For every line below, restate it exactly and drop the images.
▶
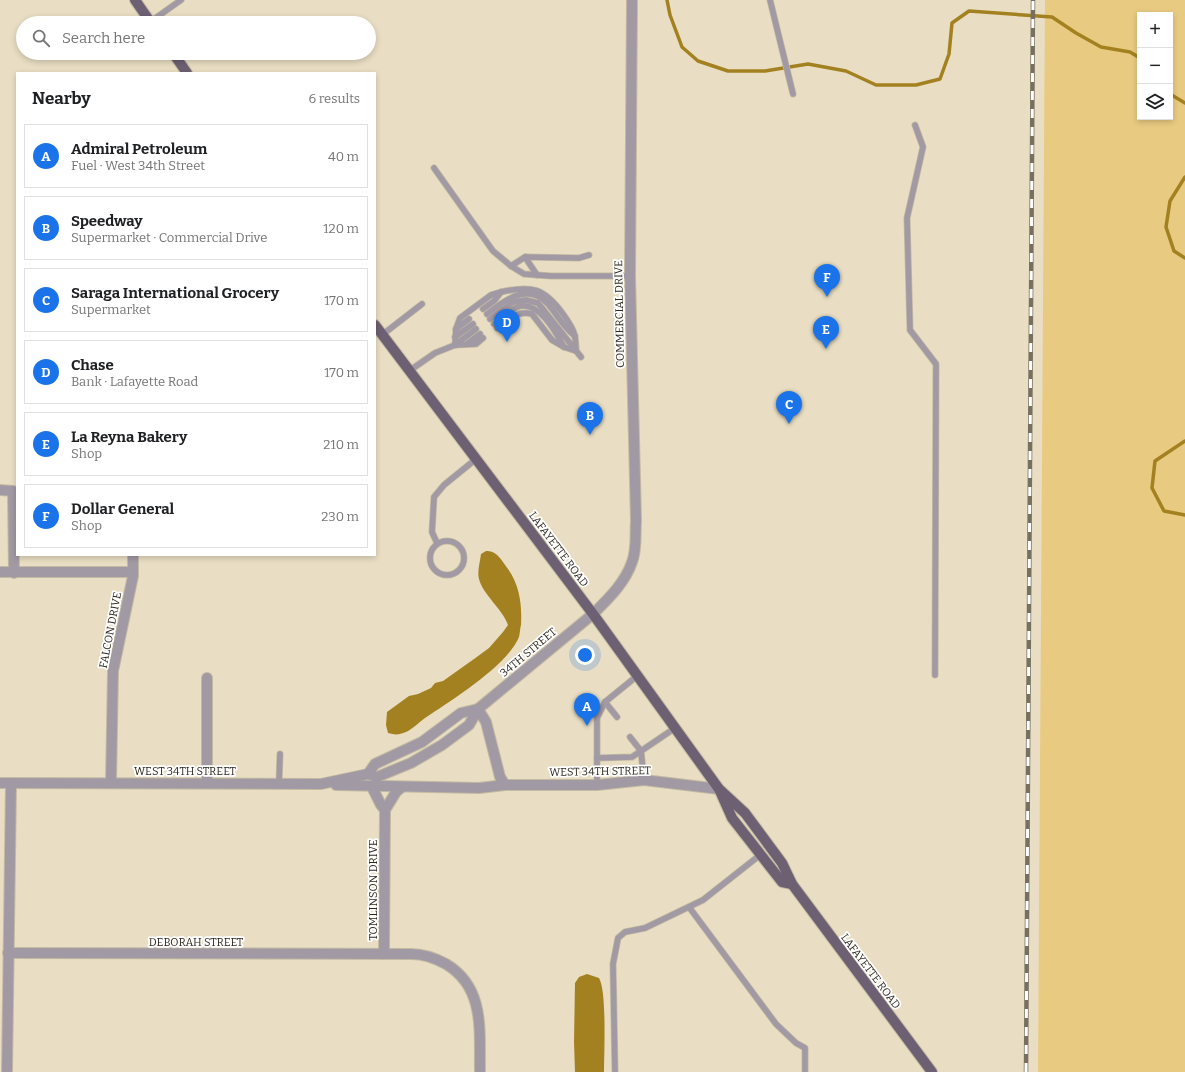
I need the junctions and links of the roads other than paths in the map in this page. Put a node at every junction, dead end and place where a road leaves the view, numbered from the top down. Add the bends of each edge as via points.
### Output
1 (135, 0) edge
2 (181, 0) edge
3 (632, 0) edge
4 (770, 0) edge
5 (147, 16) edge
6 (159, 16) edge
7 (178, 60) edge
8 (186, 72) edge
9 (793, 94) dead end
10 (915, 125) dead end
11 (434, 168) dead end
12 (589, 255) dead end
13 (525, 257) junction
14 (511, 266) junction
15 (537, 275) junction
16 (630, 276) junction
17 (501, 292) junction
18 (422, 304) dead end
19 (490, 319) junction
20 (473, 324) junction
21 (376, 327) edge
22 (456, 329) junction
23 (382, 334) junction
24 (482, 336) dead end
25 (576, 336) junction
26 (455, 337) junction
27 (455, 345) junction
28 (576, 351) junction
29 (581, 357) dead end
30 (409, 371) junction
31 (476, 459) junction
32 (0, 490) edge
33 (437, 544) junction
34 (133, 556) edge
35 (0, 572) edge
36 (14, 572) junction
37 (133, 572) junction
38 (592, 614) junction
39 (935, 675) dead end
40 (637, 676) junction
41 (207, 678) dead end
42 (606, 702) junction
43 (478, 709) junction
44 (617, 717) dead end
45 (675, 728) junction
46 (630, 737) dead end
47 (641, 751) junction
48 (280, 754) dead end
49 (597, 758) junction
50 (644, 780) junction
51 (111, 782) junction
52 (0, 783) edge
53 (11, 783) junction
54 (207, 783) junction
55 (279, 784) junction
56 (321, 784) junction
57 (505, 785) junction
58 (597, 785) junction
59 (372, 786) junction
60 (402, 787) junction
61 (719, 790) junction
62 (385, 810) junction
63 (760, 855) junction
64 (792, 884) junction
65 (689, 907) junction
66 (8, 954) junction
67 (384, 954) junction
68 (7, 1072) edge
69 (480, 1072) edge
70 (615, 1072) edge
71 (805, 1072) edge
72 (932, 1072) edge

1 - 5 main road
2 - 6 lane
3 - 16 street, COMMERCIAL DRIVE
4 - 9 lane
7 - 8 main road
10 - 39 lane via 923,147 907,218 910,330 936,364
11 - 14 lane via 493,251
12 - 13 lane via 579,258
13 - 14 lane
13 - 15 lane
14 - 15 lane via 524,274
15 - 16 lane
16 - 38 street, COMMERCIAL DRIVE via 636,521 634,550 632,562 625,576
17 - 19 lane via 494,301
17 - 22 lane via 491,295 460,318
17 - 25 lane via 522,289 547,295 573,327
18 - 23 lane
19 - 25 lane via 512,297 527,294 547,303 567,330
19 - 28 lane via 523,312 532,314 552,340
19 - 28 lane via 513,302 526,300 538,303
20 - 22 lane
20 - 26 lane
20 - 27 lane
21 - 23 main road, LAFAYETTE ROAD
22 - 26 lane
23 - 30 main road, LAFAYETTE ROAD
24 - 27 lane via 467,344
25 - 28 lane
26 - 27 lane
27 - 30 lane via 435,353
28 - 29 lane
30 - 31 main road, LAFAYETTE ROAD
31 - 33 lane via 444,485 434,497 432,532
31 - 38 main road, LAFAYETTE ROAD
32 - 36 street via 13,490
33 - 33 lane via 430,551 429,557 436,572 446,576 460,570 464,557 462,549 449,541
34 - 37 street, FALCON DRIVE
35 - 36 street
36 - 37 street
37 - 51 street, FALCON DRIVE via 113,671
38 - 40 main road, LAFAYETTE ROAD
38 - 43 street, 34TH STREET
40 - 42 lane
40 - 45 main road, LAFAYETTE ROAD
41 - 54 street
42 - 44 lane
42 - 49 lane via 597,718
43 - 56 street, WEST 34TH STREET via 461,713 422,742 375,764 368,774
43 - 57 street via 486,722 500,777
45 - 47 lane
45 - 61 main road, LAFAYETTE ROAD
46 - 47 lane
47 - 49 lane via 632,757
47 - 50 lane
48 - 55 lane
49 - 58 lane
50 - 58 street, WEST 34TH STREET
50 - 61 street, WEST 34TH STREET
51 - 53 street, WEST 34TH STREET
51 - 54 street, WEST 34TH STREET
52 - 53 street, WEST 34TH STREET
53 - 66 street
54 - 55 street, WEST 34TH STREET
55 - 56 street, WEST 34TH STREET
56 - 59 street, WEST 34TH STREET
57 - 58 street, WEST 34TH STREET
57 - 60 street, WEST 34TH STREET via 479,788
59 - 60 street, WEST 34TH STREET
59 - 62 street, TOMLINSON DRIVE
60 - 62 street
61 - 63 main road, LAFAYETTE ROAD via 732,818
61 - 64 main road, LAFAYETTE ROAD via 745,813 782,863
62 - 67 street, TOMLINSON DRIVE
63 - 64 main road, LAFAYETTE ROAD via 782,882
63 - 65 lane via 703,900
64 - 72 main road, LAFAYETTE ROAD
65 - 70 lane via 645,928 625,932 618,938 613,964
65 - 71 lane via 776,1024 805,1048
66 - 67 street, DEBORAH STREET
66 - 68 street
67 - 69 street, TOMLINSON DRIVE via 428,956 454,969 462,977 473,992 477,1006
◀
Written solution ▸
I need the junctions and links of the roads other than paths in the map in this page. Put a node at every junction, dead end and place where a road leaves the view, numbered from the top down. Add the bends of each edge as via points.
### Output
1 (135, 0) edge
2 (181, 0) edge
3 (632, 0) edge
4 (770, 0) edge
5 (147, 16) edge
6 (159, 16) edge
7 (178, 60) edge
8 (186, 72) edge
9 (793, 94) dead end
10 (915, 125) dead end
11 (434, 168) dead end
12 (589, 255) dead end
13 (525, 257) junction
14 (511, 266) junction
15 (537, 275) junction
16 (630, 276) junction
17 (501, 292) junction
18 (422, 304) dead end
19 (490, 319) junction
20 (473, 324) junction
21 (376, 327) edge
22 (456, 329) junction
23 (382, 334) junction
24 (482, 336) dead end
25 (576, 336) junction
26 (455, 337) junction
27 (455, 345) junction
28 (576, 351) junction
29 (581, 357) dead end
30 (409, 371) junction
31 (476, 459) junction
32 (0, 490) edge
33 (437, 544) junction
34 (133, 556) edge
35 (0, 572) edge
36 (14, 572) junction
37 (133, 572) junction
38 (592, 614) junction
39 (935, 675) dead end
40 (637, 676) junction
41 (207, 678) dead end
42 (606, 702) junction
43 (478, 709) junction
44 (617, 717) dead end
45 (675, 728) junction
46 (630, 737) dead end
47 (641, 751) junction
48 (280, 754) dead end
49 (597, 758) junction
50 (644, 780) junction
51 (111, 782) junction
52 (0, 783) edge
53 (11, 783) junction
54 (207, 783) junction
55 (279, 784) junction
56 (321, 784) junction
57 (505, 785) junction
58 (597, 785) junction
59 (372, 786) junction
60 (402, 787) junction
61 (719, 790) junction
62 (385, 810) junction
63 (760, 855) junction
64 (792, 884) junction
65 (689, 907) junction
66 (8, 954) junction
67 (384, 954) junction
68 (7, 1072) edge
69 (480, 1072) edge
70 (615, 1072) edge
71 (805, 1072) edge
72 (932, 1072) edge

1 - 5 main road
2 - 6 lane
3 - 16 street, COMMERCIAL DRIVE
4 - 9 lane
7 - 8 main road
10 - 39 lane via 923,147 907,218 910,330 936,364
11 - 14 lane via 493,251
12 - 13 lane via 579,258
13 - 14 lane
13 - 15 lane
14 - 15 lane via 524,274
15 - 16 lane
16 - 38 street, COMMERCIAL DRIVE via 636,521 634,550 632,562 625,576
17 - 19 lane via 494,301
17 - 22 lane via 491,295 460,318
17 - 25 lane via 522,289 547,295 573,327
18 - 23 lane
19 - 25 lane via 512,297 527,294 547,303 567,330
19 - 28 lane via 523,312 532,314 552,340
19 - 28 lane via 513,302 526,300 538,303
20 - 22 lane
20 - 26 lane
20 - 27 lane
21 - 23 main road, LAFAYETTE ROAD
22 - 26 lane
23 - 30 main road, LAFAYETTE ROAD
24 - 27 lane via 467,344
25 - 28 lane
26 - 27 lane
27 - 30 lane via 435,353
28 - 29 lane
30 - 31 main road, LAFAYETTE ROAD
31 - 33 lane via 444,485 434,497 432,532
31 - 38 main road, LAFAYETTE ROAD
32 - 36 street via 13,490
33 - 33 lane via 430,551 429,557 436,572 446,576 460,570 464,557 462,549 449,541
34 - 37 street, FALCON DRIVE
35 - 36 street
36 - 37 street
37 - 51 street, FALCON DRIVE via 113,671
38 - 40 main road, LAFAYETTE ROAD
38 - 43 street, 34TH STREET
40 - 42 lane
40 - 45 main road, LAFAYETTE ROAD
41 - 54 street
42 - 44 lane
42 - 49 lane via 597,718
43 - 56 street, WEST 34TH STREET via 461,713 422,742 375,764 368,774
43 - 57 street via 486,722 500,777
45 - 47 lane
45 - 61 main road, LAFAYETTE ROAD
46 - 47 lane
47 - 49 lane via 632,757
47 - 50 lane
48 - 55 lane
49 - 58 lane
50 - 58 street, WEST 34TH STREET
50 - 61 street, WEST 34TH STREET
51 - 53 street, WEST 34TH STREET
51 - 54 street, WEST 34TH STREET
52 - 53 street, WEST 34TH STREET
53 - 66 street
54 - 55 street, WEST 34TH STREET
55 - 56 street, WEST 34TH STREET
56 - 59 street, WEST 34TH STREET
57 - 58 street, WEST 34TH STREET
57 - 60 street, WEST 34TH STREET via 479,788
59 - 60 street, WEST 34TH STREET
59 - 62 street, TOMLINSON DRIVE
60 - 62 street
61 - 63 main road, LAFAYETTE ROAD via 732,818
61 - 64 main road, LAFAYETTE ROAD via 745,813 782,863
62 - 67 street, TOMLINSON DRIVE
63 - 64 main road, LAFAYETTE ROAD via 782,882
63 - 65 lane via 703,900
64 - 72 main road, LAFAYETTE ROAD
65 - 70 lane via 645,928 625,932 618,938 613,964
65 - 71 lane via 776,1024 805,1048
66 - 67 street, DEBORAH STREET
66 - 68 street
67 - 69 street, TOMLINSON DRIVE via 428,956 454,969 462,977 473,992 477,1006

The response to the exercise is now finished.